* _Information_:
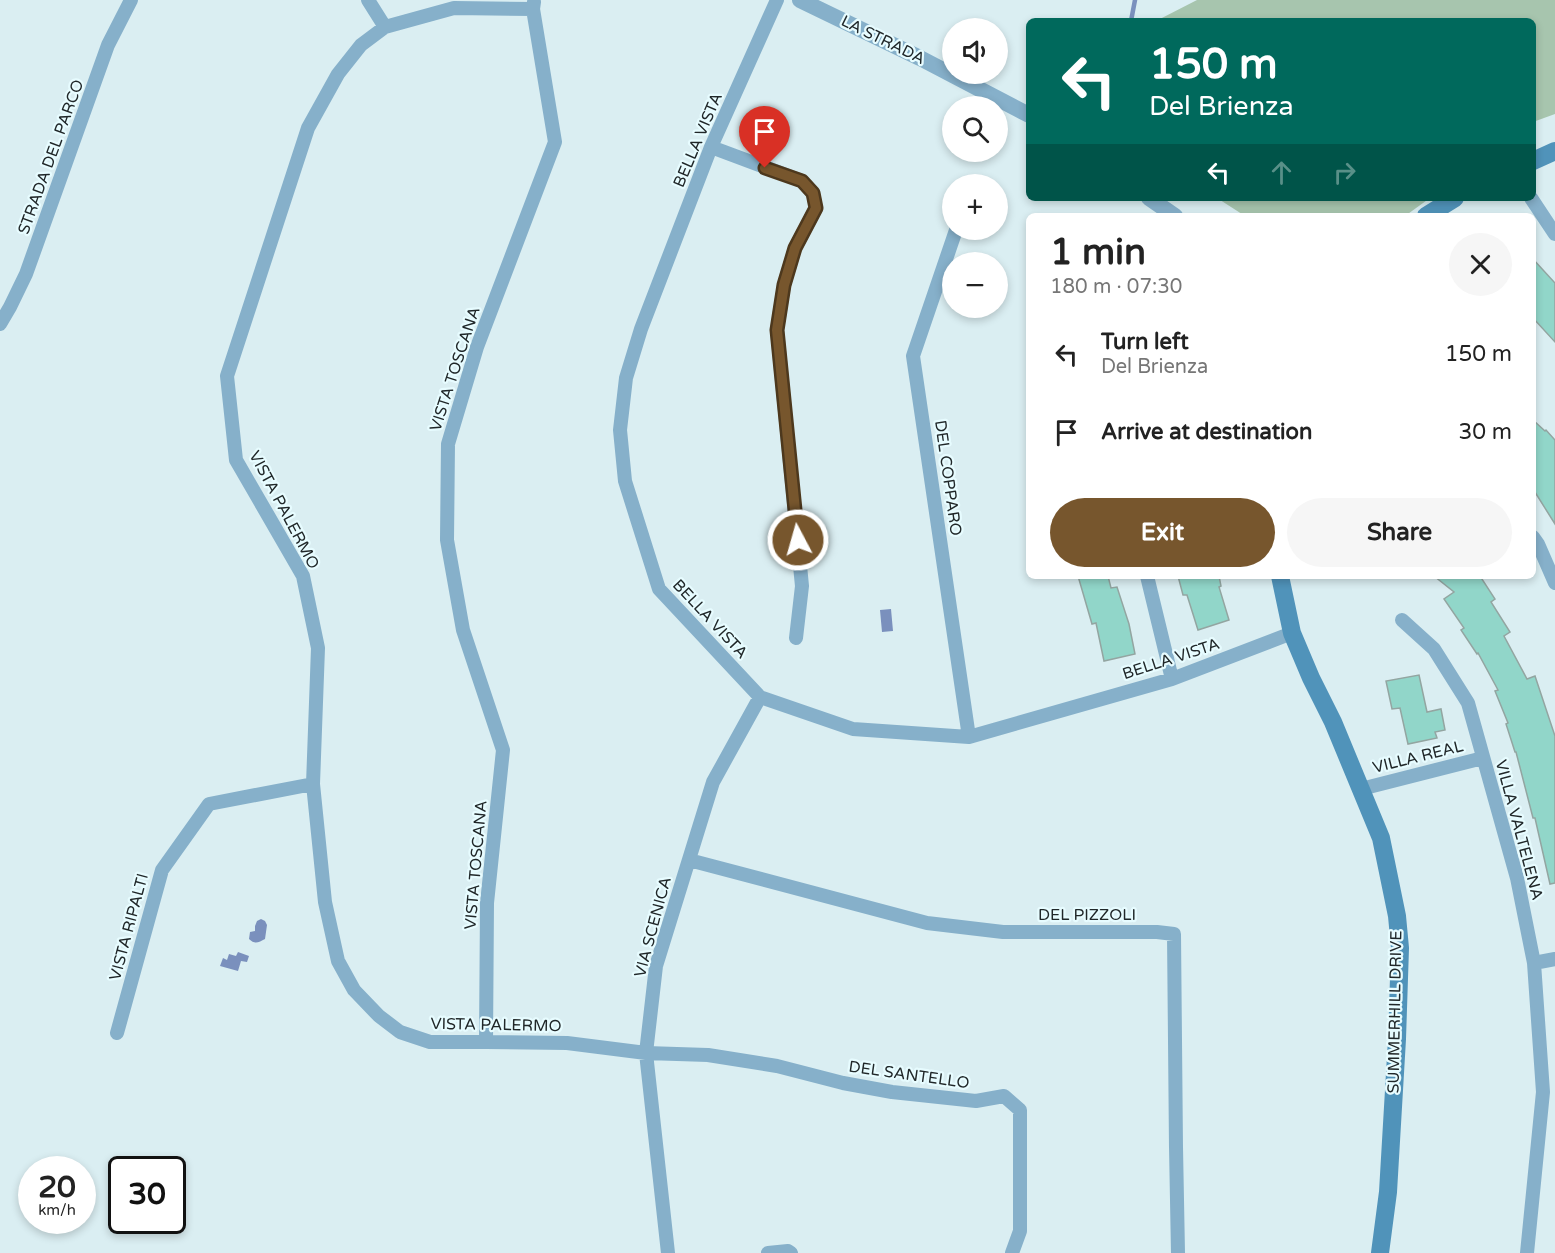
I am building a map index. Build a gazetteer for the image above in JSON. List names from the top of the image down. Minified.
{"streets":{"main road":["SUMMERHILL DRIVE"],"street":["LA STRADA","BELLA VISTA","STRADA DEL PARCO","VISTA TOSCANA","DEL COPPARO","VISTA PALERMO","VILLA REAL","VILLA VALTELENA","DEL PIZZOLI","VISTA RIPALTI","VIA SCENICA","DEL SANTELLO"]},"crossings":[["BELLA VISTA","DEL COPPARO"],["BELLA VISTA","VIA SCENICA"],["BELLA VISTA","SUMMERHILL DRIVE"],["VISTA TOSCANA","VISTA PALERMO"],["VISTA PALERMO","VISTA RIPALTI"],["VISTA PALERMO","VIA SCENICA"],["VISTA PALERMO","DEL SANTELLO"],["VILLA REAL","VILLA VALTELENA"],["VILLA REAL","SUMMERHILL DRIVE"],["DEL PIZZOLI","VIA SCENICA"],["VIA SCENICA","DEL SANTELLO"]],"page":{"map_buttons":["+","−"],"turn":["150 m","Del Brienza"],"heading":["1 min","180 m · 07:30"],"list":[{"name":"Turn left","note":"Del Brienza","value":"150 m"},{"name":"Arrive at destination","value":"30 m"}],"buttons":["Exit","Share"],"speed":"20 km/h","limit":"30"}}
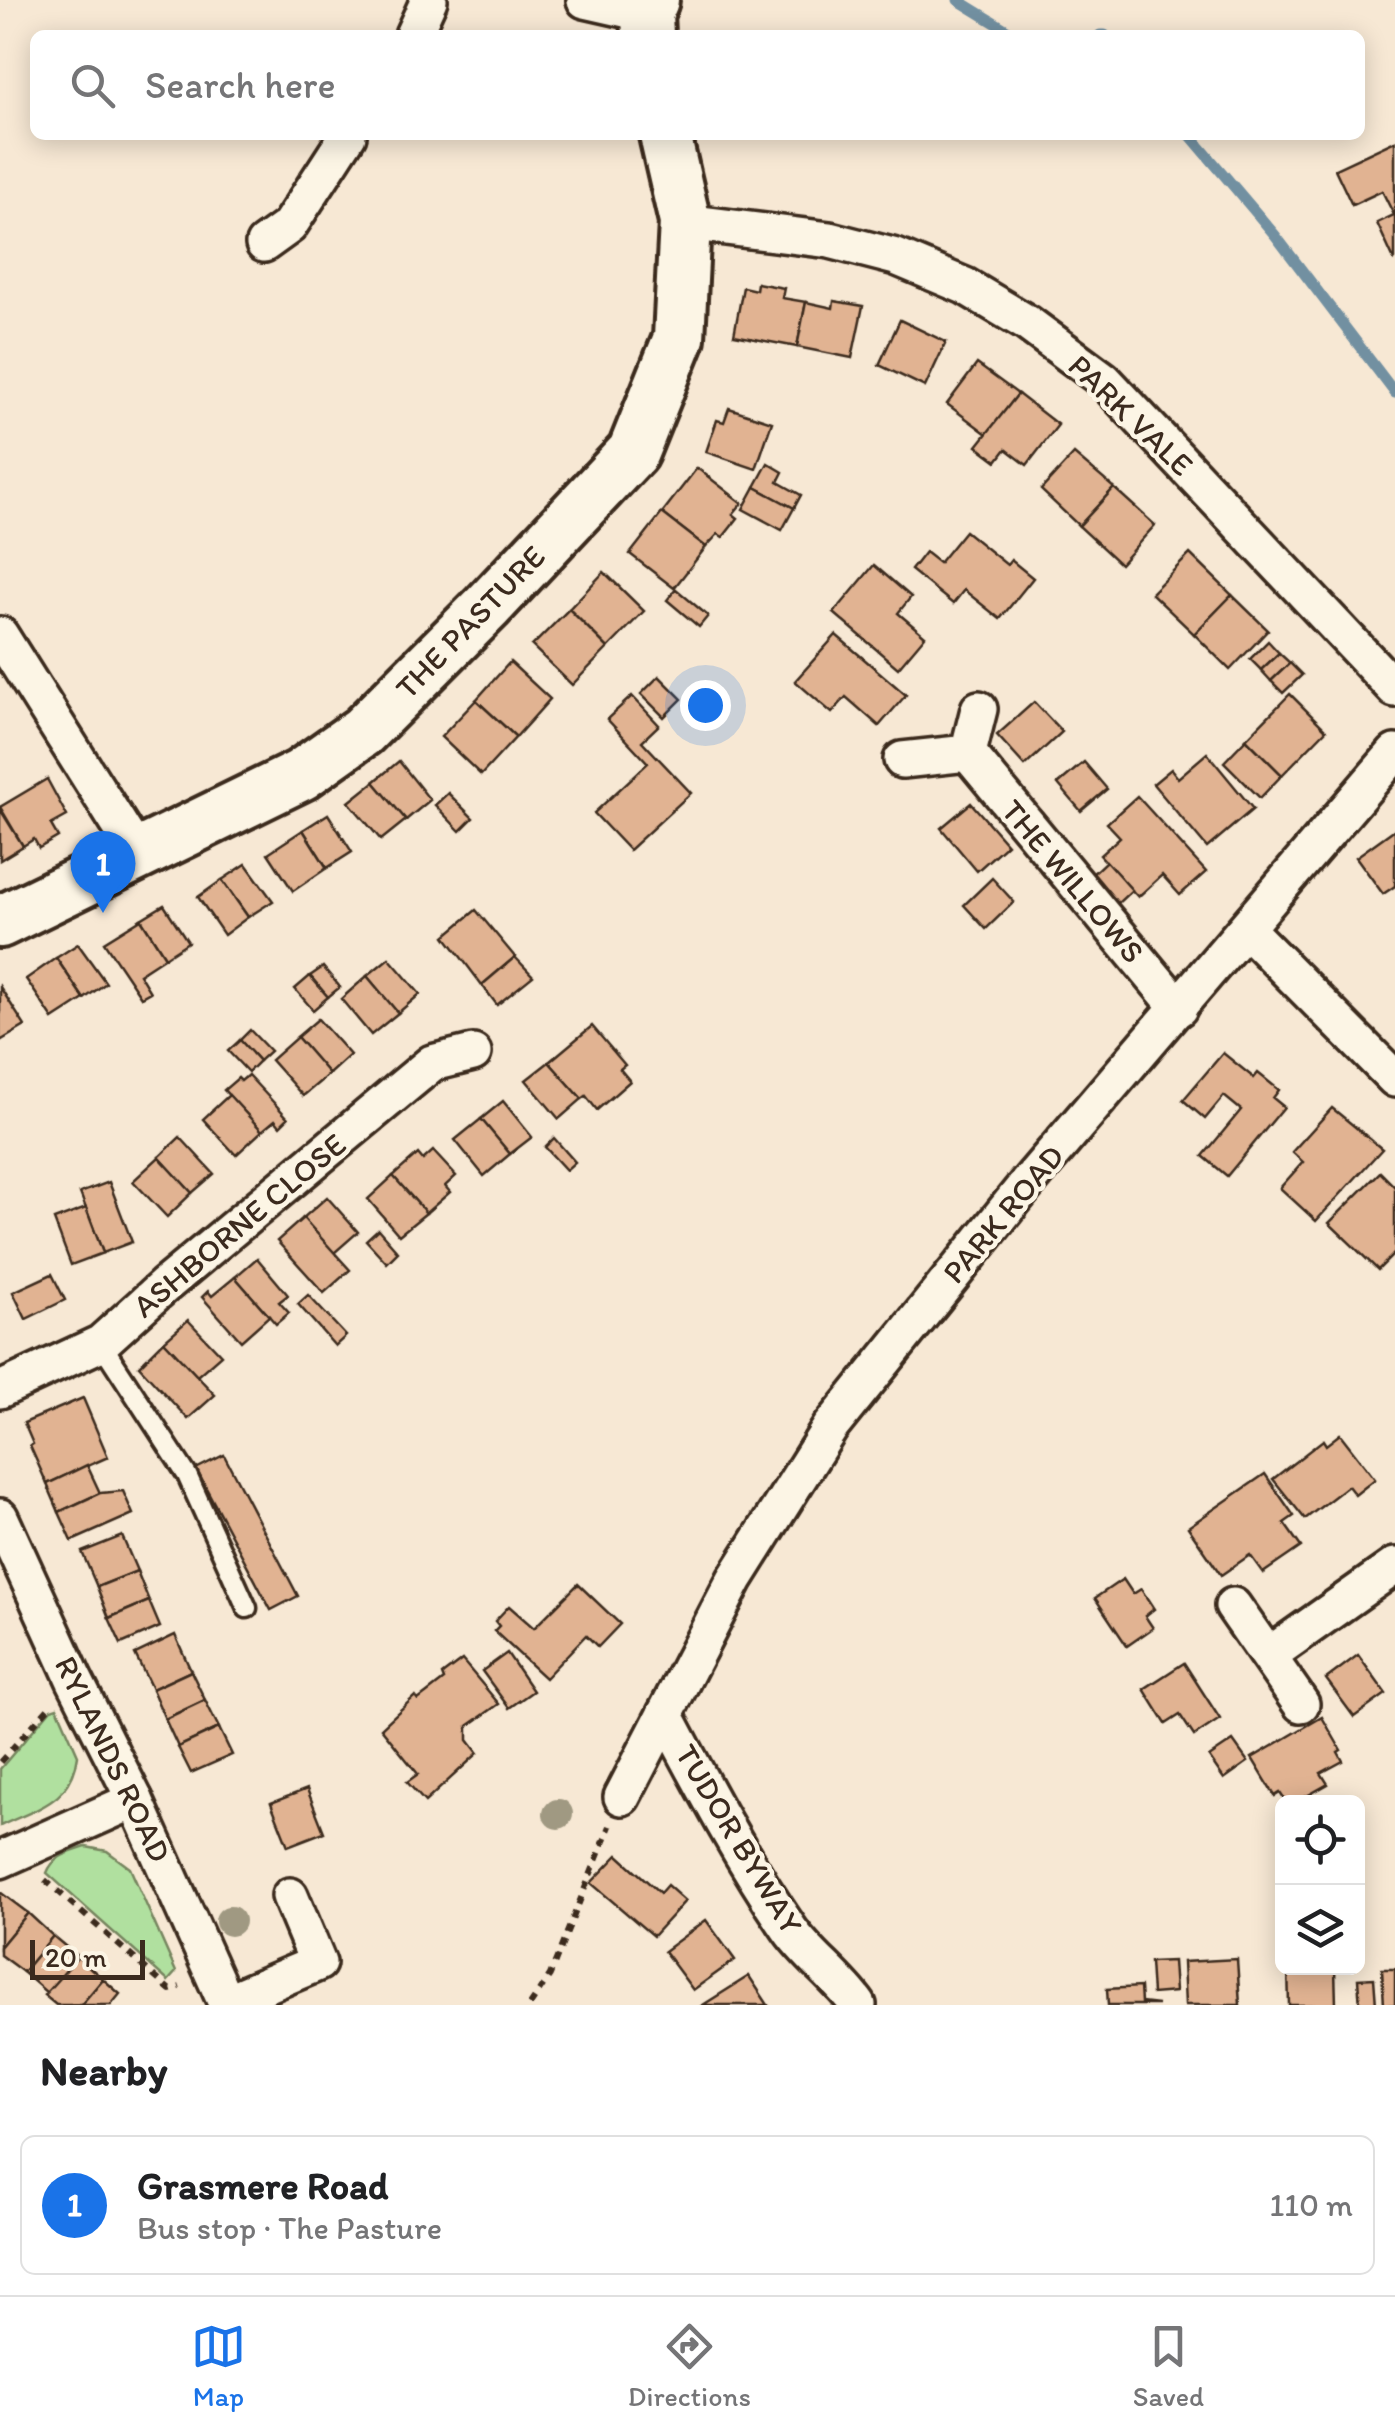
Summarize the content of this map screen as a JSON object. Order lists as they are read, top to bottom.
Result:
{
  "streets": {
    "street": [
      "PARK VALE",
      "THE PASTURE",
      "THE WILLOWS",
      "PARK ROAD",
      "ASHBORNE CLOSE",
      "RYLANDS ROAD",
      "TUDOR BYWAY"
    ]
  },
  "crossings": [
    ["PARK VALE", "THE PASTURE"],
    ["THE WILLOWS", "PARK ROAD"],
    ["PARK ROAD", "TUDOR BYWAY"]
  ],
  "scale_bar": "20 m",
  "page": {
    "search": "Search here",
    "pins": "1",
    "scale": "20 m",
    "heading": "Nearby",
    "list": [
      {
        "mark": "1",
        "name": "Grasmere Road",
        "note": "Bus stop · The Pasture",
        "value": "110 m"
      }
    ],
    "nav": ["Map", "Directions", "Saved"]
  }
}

* _Task objective_: Send back every record exactly as it stands, except the pictures.

* _Response to the exercise_:
I am building a map index. Build a gazetteer for the image above in JSON. List names from the top of the image down. Minified.
{"streets":{"main road":["SUMMERHILL DRIVE"],"street":["LA STRADA","BELLA VISTA","STRADA DEL PARCO","VISTA TOSCANA","DEL COPPARO","VISTA PALERMO","VILLA REAL","VILLA VALTELENA","DEL PIZZOLI","VISTA RIPALTI","VIA SCENICA","DEL SANTELLO"]},"crossings":[["BELLA VISTA","DEL COPPARO"],["BELLA VISTA","VIA SCENICA"],["BELLA VISTA","SUMMERHILL DRIVE"],["VISTA TOSCANA","VISTA PALERMO"],["VISTA PALERMO","VISTA RIPALTI"],["VISTA PALERMO","VIA SCENICA"],["VISTA PALERMO","DEL SANTELLO"],["VILLA REAL","VILLA VALTELENA"],["VILLA REAL","SUMMERHILL DRIVE"],["DEL PIZZOLI","VIA SCENICA"],["VIA SCENICA","DEL SANTELLO"]],"page":{"map_buttons":["+","−"],"turn":["150 m","Del Brienza"],"heading":["1 min","180 m · 07:30"],"list":[{"name":"Turn left","note":"Del Brienza","value":"150 m"},{"name":"Arrive at destination","value":"30 m"}],"buttons":["Exit","Share"],"speed":"20 km/h","limit":"30"}}
Summarize the content of this map screen as a JSON object. Order lists as they are read, top to bottom.
Result:
{
  "streets": {
    "street": [
      "PARK VALE",
      "THE PASTURE",
      "THE WILLOWS",
      "PARK ROAD",
      "ASHBORNE CLOSE",
      "RYLANDS ROAD",
      "TUDOR BYWAY"
    ]
  },
  "crossings": [
    ["PARK VALE", "THE PASTURE"],
    ["THE WILLOWS", "PARK ROAD"],
    ["PARK ROAD", "TUDOR BYWAY"]
  ],
  "scale_bar": "20 m",
  "page": {
    "search": "Search here",
    "pins": "1",
    "scale": "20 m",
    "heading": "Nearby",
    "list": [
      {
        "mark": "1",
        "name": "Grasmere Road",
        "note": "Bus stop · The Pasture",
        "value": "110 m"
      }
    ],
    "nav": ["Map", "Directions", "Saved"]
  }
}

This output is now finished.